By the mid-1800s, the lime trees had been replaced by London plane trees, most of which are still standing. The gardens were again laid out in 1900-01 and again after the LCC took over in 1910 when a small pool was added in front of the chapel and a bandstand and playground elsewhere in the gardens.
The grounds also include a small graveyard – that of the Ironmongers’ – and among those buried here are Geffrye and his wife, their remains brought here from the chapel of St Dionis Backchurch in Lime Street when it was demolished in 1878.
The walled herb garden and period garden ‘rooms’, meanwhile, were added in the 1990s. The herb garden opened in 1992 on a what had been a derelict site to the north of the building – it features four square beds containing more than 170 different herbs and plants.
The period garden ‘rooms’, meanwhile, were laid out in 1998 to showcase middle class town gardens from different eras. They currently include a Tudor “knot garden”, a Georgian garden, a Victorian garden and an Edwardian garden.
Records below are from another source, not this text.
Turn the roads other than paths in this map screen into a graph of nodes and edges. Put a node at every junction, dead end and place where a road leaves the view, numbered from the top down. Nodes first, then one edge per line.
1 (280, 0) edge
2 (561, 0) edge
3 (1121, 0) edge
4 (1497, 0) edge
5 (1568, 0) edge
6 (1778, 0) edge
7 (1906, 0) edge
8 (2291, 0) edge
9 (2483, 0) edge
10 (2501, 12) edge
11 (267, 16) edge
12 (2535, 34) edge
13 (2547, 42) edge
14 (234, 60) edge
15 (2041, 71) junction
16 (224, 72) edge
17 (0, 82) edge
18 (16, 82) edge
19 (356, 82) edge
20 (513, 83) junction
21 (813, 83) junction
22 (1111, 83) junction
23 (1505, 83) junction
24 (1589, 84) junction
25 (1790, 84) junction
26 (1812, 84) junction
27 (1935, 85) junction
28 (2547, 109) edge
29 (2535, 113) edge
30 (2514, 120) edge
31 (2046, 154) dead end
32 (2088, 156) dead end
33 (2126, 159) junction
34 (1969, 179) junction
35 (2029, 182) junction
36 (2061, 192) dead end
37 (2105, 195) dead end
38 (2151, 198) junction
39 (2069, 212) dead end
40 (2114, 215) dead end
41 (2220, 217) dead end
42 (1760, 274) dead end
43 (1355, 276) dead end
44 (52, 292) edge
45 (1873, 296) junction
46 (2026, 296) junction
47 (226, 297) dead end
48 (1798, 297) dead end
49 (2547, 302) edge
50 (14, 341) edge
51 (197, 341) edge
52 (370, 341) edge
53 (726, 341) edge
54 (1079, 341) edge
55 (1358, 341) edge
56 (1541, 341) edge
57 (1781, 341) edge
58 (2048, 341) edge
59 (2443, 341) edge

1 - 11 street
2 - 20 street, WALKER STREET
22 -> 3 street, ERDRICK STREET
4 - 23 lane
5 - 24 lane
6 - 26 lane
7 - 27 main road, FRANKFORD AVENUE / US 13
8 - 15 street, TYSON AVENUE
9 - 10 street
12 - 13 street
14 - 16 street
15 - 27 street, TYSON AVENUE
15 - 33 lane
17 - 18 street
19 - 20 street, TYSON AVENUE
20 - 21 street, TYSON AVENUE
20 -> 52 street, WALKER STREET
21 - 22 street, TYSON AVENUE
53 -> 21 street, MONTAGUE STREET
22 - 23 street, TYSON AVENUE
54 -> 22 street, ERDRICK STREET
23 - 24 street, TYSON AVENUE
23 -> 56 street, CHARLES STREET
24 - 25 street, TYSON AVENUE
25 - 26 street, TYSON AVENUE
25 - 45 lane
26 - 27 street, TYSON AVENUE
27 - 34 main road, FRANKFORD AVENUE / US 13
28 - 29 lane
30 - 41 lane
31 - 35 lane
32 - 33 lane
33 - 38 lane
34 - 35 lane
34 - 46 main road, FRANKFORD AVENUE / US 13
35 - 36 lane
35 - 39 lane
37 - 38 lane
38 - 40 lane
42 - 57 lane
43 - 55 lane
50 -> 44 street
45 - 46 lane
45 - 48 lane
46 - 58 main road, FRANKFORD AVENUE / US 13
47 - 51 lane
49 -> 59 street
Each of these gardens has been carefully constructed using evidence gathered from drawings and prints, maps and garden plans along with plant lists, diaries and literature.
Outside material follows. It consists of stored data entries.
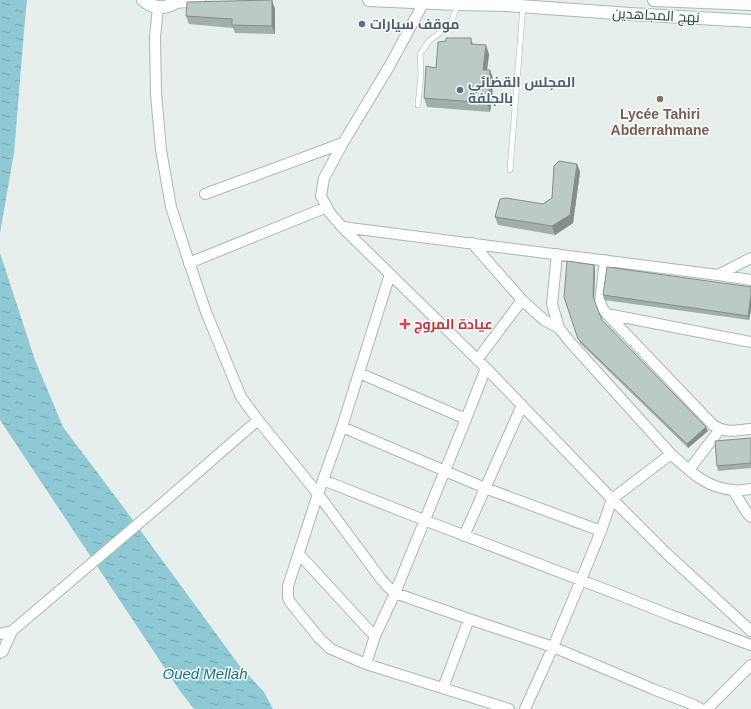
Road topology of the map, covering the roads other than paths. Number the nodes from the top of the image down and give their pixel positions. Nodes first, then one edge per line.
1 (143, 0) edge
2 (199, 0) edge
3 (369, 0) edge
4 (654, 0) edge
5 (177, 1) edge
6 (720, 1) edge
7 (424, 2) junction
8 (458, 4) junction
9 (751, 4) edge
10 (523, 6) junction
11 (158, 7) junction
12 (751, 21) edge
13 (418, 105) dead end
14 (343, 143) junction
15 (510, 170) dead end
16 (205, 194) dead end
17 (327, 207) junction
18 (342, 227) junction
19 (472, 243) junction
20 (557, 254) junction
21 (751, 258) edge
22 (605, 260) junction
23 (189, 263) junction
24 (390, 274) junction
25 (718, 275) junction
26 (751, 280) edge
27 (522, 300) junction
28 (607, 314) junction
29 (559, 328) junction
30 (751, 342) edge
31 (477, 360) junction
32 (486, 368) junction
33 (359, 373) junction
34 (522, 405) junction
35 (466, 419) junction
36 (258, 420) junction
37 (342, 427) junction
38 (720, 429) junction
39 (751, 429) edge
40 (672, 454) junction
41 (445, 470) junction
42 (689, 470) junction
43 (324, 480) junction
44 (485, 488) junction
45 (751, 489) edge
46 (733, 490) junction
47 (318, 494) junction
48 (612, 499) junction
49 (751, 517) edge
50 (424, 520) junction
51 (601, 531) junction
52 (464, 536) junction
53 (299, 554) junction
54 (581, 580) junction
55 (395, 593) junction
56 (469, 619) junction
57 (12, 631) junction
58 (751, 631) edge
59 (0, 634) edge
60 (375, 636) junction
61 (751, 644) edge
62 (553, 647) junction
63 (0, 653) edge
64 (366, 664) junction
65 (751, 665) edge
66 (443, 688) junction
67 (509, 709) edge
68 (526, 709) edge
69 (701, 709) edge
70 (707, 709) edge

1 - 11 main road
2 - 5 main road
3 - 7 main road, نهج المجاهدين
4 - 6 main road, نهج المجاهدين
5 - 11 main road
6 - 9 main road, نهج المجاهدين
7 - 8 main road, نهج المجاهدين
7 - 14 street
8 - 10 main road, نهج المجاهدين
8 - 13 lane
10 - 12 main road, نهج المجاهدين
10 - 15 lane
11 - 23 street
14 - 16 street
14 - 17 street
17 - 18 street
17 - 23 street
18 - 19 street
18 - 24 street
19 - 20 street
19 - 27 street
20 - 22 street
20 - 29 street
21 - 25 street
22 - 25 street
22 - 28 street
23 - 36 street
24 - 31 street
24 - 33 street
25 - 26 street
27 - 29 street
27 - 31 street
28 - 30 street
28 - 38 street
29 - 40 street
31 - 32 street
32 - 34 street
32 - 35 street
33 - 35 street
33 - 37 street
34 - 44 street
34 - 48 street
35 - 41 street
36 - 47 street
36 - 57 street
37 - 41 street
37 - 43 street
38 - 39 street
38 - 42 street
40 - 42 street
40 - 48 street
41 - 44 street
41 - 50 street
42 - 46 street
43 - 47 street
43 - 50 street
44 - 51 street
44 - 52 street
45 - 46 street
46 - 49 street
47 - 53 street
47 - 55 street
48 - 51 street
48 - 58 street
50 - 52 street
50 - 55 street
51 - 54 street
52 - 54 street
53 - 60 street
53 - 64 street
54 - 61 street
54 - 62 street
55 - 56 street
55 - 60 street
56 - 62 street
56 - 66 street
57 - 59 street
57 - 63 street
60 - 64 street
62 - 68 street
62 - 69 street
64 - 66 street
65 - 70 street
66 - 67 street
WHERE: Geffrye Museum, 136 Kingsland Road, Shoreditch (nearest tube station is Old Street; nearest Overground station is Hoxton); WHEN: 10am to 5pm, Tuesday to Sunday (front gardens are open all year round by period and herb gardens are only open until 1st November and reopen on 28th March; COST: Entry is free; WEBSITE: www.geffrye-museum.org.uk/explore-the-geffrye/explore-gardens/.
September 30, 2015
The church – the third to serve the parish – was built here in 1740 but was replaced when the current parish church was built between 1813 and 1817.
In 1951, the St Marylebone Society created a Memorial Garden of Rest on the site (also known as the Old Church Garden). It was opened in March, 1952, by Viscount Portman.
The foundations of the former church were marked out in the sunken portion of the garden. The predominantly paved garden also contains numerous gravestones and memorials.
These include that of Methodist movement leader Charles Wesley, erected in 1858 to commemorate his burial in 1788 (pictured right). There’s also a plaque recording notable burials at the church, including the painter George Stubbs (1806), royal apothecary John Allen (1774), architect James Gibbs and bare knuckle boxer James Figg (1734). Other plaques detail some of the church’s history.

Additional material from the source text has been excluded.